- Bukan Abdul Rahman (AR) Baswedan namanya jika tak buat sensasi. Dalam sebuah majalah terbitan mingguan, Mata Hari nama majalahnya. Ada sebuah foto dalam halaman majalah tersebut yang menggemparkan warga kala itu.
Foto yang terbit pada 1 Agustus 1934 itu, ada seorang warga peranakan Arab mengenakan busana tradisional Jawa yakni beskap dan blangkon. Warga keturunan Arab itu berpose santai bersama orang Jawa asal Malang yang konon bernama Soeljoadikoesoemo dan istrinya.
Dalam teks berbahasa jawa, foto itu tertulis; Apakah foto ini tiada meroepaken peranakan Arab dari generatie jang aken dateng. Yang artinya apakah foto ini tidak merupakan (gambaran) peranakan Arab dari generasi yang akan datang.
Kisah itu dituliskan dalam buku Biografi AR Baswedan, 'Membangun Bangsa, Merajut Keindonesiaan, karya Suratmin dan Didi Kwartanada' terbitan Kompas, dikutip merdeka.com, Minggu (28/9).

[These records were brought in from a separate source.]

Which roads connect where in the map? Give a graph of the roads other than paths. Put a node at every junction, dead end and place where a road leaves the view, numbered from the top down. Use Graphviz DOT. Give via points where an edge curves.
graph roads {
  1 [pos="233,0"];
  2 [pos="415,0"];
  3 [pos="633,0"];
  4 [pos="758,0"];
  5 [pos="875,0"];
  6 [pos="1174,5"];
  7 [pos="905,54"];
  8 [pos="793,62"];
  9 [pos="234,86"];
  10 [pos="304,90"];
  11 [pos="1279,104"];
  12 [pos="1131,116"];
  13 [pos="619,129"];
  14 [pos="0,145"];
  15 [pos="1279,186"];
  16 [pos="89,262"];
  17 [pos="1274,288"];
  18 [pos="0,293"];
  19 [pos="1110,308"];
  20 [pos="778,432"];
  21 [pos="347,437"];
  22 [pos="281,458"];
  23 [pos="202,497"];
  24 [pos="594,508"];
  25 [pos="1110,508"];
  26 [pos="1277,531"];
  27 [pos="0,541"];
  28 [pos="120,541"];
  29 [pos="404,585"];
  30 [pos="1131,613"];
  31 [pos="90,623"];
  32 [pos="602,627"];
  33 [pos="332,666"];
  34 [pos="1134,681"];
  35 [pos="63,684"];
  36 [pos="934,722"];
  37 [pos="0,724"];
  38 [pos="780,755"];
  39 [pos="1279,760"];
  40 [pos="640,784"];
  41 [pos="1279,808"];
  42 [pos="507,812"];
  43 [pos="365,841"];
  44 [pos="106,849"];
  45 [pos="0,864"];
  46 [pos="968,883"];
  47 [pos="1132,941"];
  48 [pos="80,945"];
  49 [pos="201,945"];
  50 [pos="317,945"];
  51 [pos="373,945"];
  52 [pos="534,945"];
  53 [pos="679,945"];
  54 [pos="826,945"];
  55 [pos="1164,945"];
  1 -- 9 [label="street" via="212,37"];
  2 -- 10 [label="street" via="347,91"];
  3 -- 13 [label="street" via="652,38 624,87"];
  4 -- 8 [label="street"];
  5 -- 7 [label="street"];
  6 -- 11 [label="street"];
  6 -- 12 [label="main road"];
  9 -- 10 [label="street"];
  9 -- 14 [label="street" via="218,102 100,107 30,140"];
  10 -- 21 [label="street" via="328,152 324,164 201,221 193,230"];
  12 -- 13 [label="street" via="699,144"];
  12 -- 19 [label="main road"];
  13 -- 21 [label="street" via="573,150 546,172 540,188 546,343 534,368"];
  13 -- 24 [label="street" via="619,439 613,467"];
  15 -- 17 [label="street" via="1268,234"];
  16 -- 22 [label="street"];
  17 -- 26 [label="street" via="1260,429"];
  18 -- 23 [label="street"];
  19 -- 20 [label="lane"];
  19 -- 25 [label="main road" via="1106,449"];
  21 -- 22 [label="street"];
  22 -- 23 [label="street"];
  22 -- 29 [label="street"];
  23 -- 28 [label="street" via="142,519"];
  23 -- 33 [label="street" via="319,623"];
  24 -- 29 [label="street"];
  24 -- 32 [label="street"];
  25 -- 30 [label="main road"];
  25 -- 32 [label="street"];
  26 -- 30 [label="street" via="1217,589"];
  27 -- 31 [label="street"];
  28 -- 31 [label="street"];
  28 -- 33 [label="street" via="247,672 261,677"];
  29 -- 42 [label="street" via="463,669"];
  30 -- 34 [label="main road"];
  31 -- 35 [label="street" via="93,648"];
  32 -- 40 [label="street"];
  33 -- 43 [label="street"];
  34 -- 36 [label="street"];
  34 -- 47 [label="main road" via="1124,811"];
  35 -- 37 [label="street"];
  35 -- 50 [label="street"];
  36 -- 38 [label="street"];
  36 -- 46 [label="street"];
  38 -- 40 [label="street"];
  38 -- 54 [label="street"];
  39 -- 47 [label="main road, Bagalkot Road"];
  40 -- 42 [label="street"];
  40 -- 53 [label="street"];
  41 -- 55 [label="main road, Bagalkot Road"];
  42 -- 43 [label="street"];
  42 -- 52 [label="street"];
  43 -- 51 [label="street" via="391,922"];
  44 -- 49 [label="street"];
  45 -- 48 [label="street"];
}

Dikisahkan, warga keturunan Arab itu bernama AR Baswedan. Foto itu menjadi heboh lantaran saat itu, seorang peranakan Arab tidak lazim memakai busana tradisional Jawa. Saat itu warga keturunan Arab lebih terbiasa memakai peci atau tarbus.
Namun hal ini tidak dipatuhi oleh AR Baswedan. Ia ingin memutus rantai yang sudah diikatkan oleh pemerintahan kolonial Belanda saat itu. Dengan caranya, Baswedan tak pernah surut menyerukan kepada sesama kaum peranakan Arab supaya bersatu untuk memperjuangkan bangsa Indonesia dari penjajah.
"Di mana seorang dilahirkan, di situlah tanah airnya," kata AR Baswedan saat itu guna memantik kaumnya.
Akhirnya untuk menembus tujuannya, dia bersama rekan-rekannya membuat kongres peranakan Arab 4 Oktober 1934 di Semarang. Yang menghasilkan sumpah pemuda Indonesia keturunan Arab sebagai bentuk kelanjutan kelahiran sumpah pemuda 1928.
Bahkan dalam kongres Semarang tersebut juga menghasilkan organisasi Persatoean Arab Indonesia (PAI), yang setahun kemudian menjadi Partai Arab indonesia (PAI). Dan AR Baswedan sendiri disepakati sebagai ketuanya.